Check every line below for the word "Craycroft" and show those that hold it.

Entries supplied START

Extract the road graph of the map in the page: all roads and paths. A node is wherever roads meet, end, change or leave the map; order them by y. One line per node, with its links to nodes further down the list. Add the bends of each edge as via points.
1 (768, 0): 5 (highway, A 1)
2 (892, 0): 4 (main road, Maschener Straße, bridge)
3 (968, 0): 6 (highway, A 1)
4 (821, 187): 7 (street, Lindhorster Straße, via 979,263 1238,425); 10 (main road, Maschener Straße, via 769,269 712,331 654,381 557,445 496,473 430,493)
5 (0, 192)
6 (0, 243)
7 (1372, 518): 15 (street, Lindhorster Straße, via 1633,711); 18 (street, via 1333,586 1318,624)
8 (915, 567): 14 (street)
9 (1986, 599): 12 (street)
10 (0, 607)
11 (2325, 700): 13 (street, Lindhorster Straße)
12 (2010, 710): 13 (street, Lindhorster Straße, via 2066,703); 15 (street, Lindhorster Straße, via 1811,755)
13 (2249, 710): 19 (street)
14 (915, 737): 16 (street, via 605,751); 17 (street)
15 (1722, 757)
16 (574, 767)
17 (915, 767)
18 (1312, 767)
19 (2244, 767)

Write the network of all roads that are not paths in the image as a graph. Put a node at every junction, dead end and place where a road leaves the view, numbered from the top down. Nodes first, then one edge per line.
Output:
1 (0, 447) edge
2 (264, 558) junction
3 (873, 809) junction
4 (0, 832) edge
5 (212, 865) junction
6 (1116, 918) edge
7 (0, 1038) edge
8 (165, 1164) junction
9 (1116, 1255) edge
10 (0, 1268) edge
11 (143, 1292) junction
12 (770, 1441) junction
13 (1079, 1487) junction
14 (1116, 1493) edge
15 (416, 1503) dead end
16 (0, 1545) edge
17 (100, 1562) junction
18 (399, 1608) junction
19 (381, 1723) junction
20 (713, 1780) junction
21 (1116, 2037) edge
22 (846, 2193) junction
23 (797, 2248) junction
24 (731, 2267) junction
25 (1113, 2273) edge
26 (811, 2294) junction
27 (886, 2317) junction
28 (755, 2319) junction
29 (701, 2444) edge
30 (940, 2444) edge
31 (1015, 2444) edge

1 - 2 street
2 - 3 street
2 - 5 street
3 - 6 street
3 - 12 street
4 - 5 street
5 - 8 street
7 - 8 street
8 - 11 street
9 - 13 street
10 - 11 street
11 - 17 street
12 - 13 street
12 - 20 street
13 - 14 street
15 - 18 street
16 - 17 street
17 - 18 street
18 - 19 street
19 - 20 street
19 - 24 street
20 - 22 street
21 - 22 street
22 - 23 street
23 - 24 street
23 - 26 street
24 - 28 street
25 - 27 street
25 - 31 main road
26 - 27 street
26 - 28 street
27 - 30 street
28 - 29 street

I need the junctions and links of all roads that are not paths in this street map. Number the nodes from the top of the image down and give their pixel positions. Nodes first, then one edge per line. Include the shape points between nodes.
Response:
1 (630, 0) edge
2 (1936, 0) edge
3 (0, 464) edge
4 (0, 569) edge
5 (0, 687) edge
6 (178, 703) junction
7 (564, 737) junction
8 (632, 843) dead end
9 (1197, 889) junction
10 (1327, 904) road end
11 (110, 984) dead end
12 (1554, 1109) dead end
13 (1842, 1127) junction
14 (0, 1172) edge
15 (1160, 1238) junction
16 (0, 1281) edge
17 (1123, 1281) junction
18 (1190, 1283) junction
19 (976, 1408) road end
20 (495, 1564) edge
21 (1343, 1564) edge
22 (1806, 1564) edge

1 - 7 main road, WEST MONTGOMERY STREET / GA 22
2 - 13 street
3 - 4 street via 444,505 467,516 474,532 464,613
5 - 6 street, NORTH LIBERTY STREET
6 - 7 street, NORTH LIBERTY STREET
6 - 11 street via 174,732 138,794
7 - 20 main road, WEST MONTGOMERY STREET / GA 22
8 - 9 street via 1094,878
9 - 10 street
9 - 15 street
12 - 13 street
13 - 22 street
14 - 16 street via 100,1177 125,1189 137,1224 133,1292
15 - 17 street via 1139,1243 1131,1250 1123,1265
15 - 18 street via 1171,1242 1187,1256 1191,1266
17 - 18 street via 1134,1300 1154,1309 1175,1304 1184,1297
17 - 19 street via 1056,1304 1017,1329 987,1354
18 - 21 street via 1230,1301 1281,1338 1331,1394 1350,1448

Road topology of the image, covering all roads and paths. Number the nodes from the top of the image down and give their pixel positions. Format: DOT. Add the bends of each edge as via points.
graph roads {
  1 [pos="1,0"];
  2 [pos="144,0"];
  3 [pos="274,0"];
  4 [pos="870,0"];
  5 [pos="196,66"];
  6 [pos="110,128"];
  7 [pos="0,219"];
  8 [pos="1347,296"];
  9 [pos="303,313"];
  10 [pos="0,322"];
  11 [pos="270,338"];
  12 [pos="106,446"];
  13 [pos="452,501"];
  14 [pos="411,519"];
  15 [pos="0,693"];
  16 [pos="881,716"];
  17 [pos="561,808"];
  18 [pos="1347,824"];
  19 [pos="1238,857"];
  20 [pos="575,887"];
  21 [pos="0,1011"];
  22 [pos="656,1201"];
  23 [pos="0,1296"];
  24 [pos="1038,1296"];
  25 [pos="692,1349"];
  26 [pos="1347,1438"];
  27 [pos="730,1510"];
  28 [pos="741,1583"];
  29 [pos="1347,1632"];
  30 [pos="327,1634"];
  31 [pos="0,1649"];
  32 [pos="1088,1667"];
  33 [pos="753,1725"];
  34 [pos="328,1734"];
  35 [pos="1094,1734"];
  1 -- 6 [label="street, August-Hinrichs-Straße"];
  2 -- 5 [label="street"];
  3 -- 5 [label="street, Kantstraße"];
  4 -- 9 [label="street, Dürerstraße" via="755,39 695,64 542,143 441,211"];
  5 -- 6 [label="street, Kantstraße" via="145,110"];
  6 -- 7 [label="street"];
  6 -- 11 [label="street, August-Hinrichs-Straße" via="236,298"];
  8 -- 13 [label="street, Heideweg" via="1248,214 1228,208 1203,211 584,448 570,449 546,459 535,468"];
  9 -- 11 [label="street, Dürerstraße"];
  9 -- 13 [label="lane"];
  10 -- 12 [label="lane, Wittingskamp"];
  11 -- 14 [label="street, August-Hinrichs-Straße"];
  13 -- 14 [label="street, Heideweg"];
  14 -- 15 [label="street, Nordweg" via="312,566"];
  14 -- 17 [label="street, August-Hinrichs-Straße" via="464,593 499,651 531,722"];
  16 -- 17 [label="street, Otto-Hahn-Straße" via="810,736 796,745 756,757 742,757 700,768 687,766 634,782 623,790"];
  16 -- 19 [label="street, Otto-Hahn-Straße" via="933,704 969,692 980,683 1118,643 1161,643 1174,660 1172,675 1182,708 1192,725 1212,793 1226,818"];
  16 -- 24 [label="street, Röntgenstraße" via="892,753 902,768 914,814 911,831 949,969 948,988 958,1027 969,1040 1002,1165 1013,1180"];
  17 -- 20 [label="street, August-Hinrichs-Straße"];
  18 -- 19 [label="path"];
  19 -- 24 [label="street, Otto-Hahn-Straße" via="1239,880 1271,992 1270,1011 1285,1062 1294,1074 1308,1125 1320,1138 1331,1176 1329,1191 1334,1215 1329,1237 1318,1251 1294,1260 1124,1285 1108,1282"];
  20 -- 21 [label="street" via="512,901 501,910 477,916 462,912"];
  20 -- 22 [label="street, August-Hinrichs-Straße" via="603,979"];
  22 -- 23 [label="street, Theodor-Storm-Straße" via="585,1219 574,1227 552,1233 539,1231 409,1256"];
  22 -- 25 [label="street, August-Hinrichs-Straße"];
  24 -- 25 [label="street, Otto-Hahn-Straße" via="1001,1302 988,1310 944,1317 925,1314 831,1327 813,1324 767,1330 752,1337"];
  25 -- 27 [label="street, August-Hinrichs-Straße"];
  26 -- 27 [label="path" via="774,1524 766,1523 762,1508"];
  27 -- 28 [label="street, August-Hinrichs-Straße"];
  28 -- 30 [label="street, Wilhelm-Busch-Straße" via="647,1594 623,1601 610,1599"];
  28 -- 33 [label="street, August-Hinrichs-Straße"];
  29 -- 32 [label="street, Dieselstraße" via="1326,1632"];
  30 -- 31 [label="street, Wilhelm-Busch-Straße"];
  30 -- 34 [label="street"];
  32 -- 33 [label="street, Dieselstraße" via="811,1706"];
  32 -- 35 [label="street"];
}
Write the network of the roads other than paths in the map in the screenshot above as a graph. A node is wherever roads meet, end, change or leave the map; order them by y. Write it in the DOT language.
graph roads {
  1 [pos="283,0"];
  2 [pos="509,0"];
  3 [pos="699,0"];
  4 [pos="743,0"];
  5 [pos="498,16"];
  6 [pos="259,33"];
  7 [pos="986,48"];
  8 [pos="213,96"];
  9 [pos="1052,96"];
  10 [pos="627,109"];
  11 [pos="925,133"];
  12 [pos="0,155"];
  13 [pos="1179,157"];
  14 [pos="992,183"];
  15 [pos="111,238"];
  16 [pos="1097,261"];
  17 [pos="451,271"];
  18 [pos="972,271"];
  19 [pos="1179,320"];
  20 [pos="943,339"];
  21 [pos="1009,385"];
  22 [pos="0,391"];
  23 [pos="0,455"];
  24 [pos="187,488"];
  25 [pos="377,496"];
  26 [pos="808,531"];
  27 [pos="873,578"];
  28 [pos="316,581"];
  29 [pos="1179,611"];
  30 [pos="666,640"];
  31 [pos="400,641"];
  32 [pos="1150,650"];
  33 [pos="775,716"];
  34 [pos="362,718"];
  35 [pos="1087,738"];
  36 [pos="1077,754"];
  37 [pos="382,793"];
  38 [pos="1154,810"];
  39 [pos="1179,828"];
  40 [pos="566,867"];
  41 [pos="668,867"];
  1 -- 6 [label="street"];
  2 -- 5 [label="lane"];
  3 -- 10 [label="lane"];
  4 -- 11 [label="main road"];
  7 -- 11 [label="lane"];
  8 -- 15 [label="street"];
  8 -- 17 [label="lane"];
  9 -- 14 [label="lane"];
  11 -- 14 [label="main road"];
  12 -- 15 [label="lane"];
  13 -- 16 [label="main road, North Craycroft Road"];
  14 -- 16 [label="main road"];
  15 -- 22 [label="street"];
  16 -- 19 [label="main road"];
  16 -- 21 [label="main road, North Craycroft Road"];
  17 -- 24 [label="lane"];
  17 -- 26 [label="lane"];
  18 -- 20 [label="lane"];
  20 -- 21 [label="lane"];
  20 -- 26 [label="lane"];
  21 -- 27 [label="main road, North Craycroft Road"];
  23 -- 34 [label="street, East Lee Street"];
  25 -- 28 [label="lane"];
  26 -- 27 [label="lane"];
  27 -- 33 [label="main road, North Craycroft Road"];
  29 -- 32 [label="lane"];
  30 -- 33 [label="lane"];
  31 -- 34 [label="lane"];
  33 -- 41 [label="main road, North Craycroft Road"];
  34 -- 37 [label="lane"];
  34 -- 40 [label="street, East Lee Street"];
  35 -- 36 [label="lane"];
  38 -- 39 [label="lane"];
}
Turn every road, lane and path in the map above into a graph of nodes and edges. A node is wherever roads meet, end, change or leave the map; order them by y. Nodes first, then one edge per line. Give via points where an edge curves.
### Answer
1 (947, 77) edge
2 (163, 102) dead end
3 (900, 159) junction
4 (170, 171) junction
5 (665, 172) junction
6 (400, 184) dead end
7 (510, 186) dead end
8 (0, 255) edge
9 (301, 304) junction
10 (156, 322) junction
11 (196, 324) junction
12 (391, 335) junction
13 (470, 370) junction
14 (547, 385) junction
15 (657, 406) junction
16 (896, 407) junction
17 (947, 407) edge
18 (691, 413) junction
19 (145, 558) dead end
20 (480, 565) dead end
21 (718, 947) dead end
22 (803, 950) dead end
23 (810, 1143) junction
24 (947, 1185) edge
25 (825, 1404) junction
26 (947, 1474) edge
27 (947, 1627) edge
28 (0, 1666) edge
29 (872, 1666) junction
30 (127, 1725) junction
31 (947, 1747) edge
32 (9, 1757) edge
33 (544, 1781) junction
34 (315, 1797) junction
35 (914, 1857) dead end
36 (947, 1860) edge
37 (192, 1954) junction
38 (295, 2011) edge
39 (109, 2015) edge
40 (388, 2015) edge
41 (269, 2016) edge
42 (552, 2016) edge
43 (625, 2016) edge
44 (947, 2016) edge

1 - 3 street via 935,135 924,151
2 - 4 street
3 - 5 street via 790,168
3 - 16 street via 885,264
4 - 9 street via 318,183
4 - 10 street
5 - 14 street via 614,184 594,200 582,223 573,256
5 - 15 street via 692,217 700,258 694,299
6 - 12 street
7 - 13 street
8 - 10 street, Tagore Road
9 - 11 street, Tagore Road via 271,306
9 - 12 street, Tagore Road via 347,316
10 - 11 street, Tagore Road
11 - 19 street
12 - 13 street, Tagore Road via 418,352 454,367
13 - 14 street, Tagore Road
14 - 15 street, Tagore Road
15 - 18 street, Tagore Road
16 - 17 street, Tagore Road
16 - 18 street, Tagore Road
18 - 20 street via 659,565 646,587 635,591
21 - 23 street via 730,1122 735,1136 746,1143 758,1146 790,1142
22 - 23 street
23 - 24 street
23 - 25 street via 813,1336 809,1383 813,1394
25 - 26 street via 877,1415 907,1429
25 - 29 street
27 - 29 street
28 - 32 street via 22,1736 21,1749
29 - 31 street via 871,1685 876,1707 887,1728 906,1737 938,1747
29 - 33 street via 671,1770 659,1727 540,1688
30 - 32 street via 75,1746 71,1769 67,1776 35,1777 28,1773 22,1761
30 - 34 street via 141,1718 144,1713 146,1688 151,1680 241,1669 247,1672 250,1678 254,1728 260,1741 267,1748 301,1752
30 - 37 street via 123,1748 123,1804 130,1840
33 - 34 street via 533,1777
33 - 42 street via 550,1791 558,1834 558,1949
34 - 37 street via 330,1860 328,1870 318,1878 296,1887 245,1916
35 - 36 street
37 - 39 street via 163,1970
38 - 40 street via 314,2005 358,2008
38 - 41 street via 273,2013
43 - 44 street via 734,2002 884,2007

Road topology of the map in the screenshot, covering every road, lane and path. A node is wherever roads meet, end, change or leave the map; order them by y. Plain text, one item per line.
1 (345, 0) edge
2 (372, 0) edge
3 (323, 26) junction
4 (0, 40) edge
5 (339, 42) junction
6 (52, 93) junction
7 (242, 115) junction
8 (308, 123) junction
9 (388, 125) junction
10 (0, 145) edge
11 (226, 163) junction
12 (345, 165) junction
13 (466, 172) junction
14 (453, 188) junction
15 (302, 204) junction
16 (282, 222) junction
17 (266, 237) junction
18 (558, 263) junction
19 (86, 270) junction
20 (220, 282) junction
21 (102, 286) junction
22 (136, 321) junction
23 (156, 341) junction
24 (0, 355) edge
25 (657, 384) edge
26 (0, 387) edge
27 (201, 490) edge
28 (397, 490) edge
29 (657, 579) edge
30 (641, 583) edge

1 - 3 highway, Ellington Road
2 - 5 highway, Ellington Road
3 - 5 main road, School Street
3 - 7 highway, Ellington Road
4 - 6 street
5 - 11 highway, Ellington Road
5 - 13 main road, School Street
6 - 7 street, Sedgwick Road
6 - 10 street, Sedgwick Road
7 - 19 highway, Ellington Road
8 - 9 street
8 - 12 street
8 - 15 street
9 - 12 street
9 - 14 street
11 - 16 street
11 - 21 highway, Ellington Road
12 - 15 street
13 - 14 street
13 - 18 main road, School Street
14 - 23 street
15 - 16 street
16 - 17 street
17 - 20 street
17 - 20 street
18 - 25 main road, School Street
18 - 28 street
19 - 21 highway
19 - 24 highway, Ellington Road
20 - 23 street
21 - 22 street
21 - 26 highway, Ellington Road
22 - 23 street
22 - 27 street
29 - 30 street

Entries supplied END

■ Exercise solution ■
  13 -- 16 [label="main road, North Craycroft Road"];
  16 -- 21 [label="main road, North Craycroft Road"];
  21 -- 27 [label="main road, North Craycroft Road"];
  27 -- 33 [label="main road, North Craycroft Road"];
  33 -- 41 [label="main road, North Craycroft Road"];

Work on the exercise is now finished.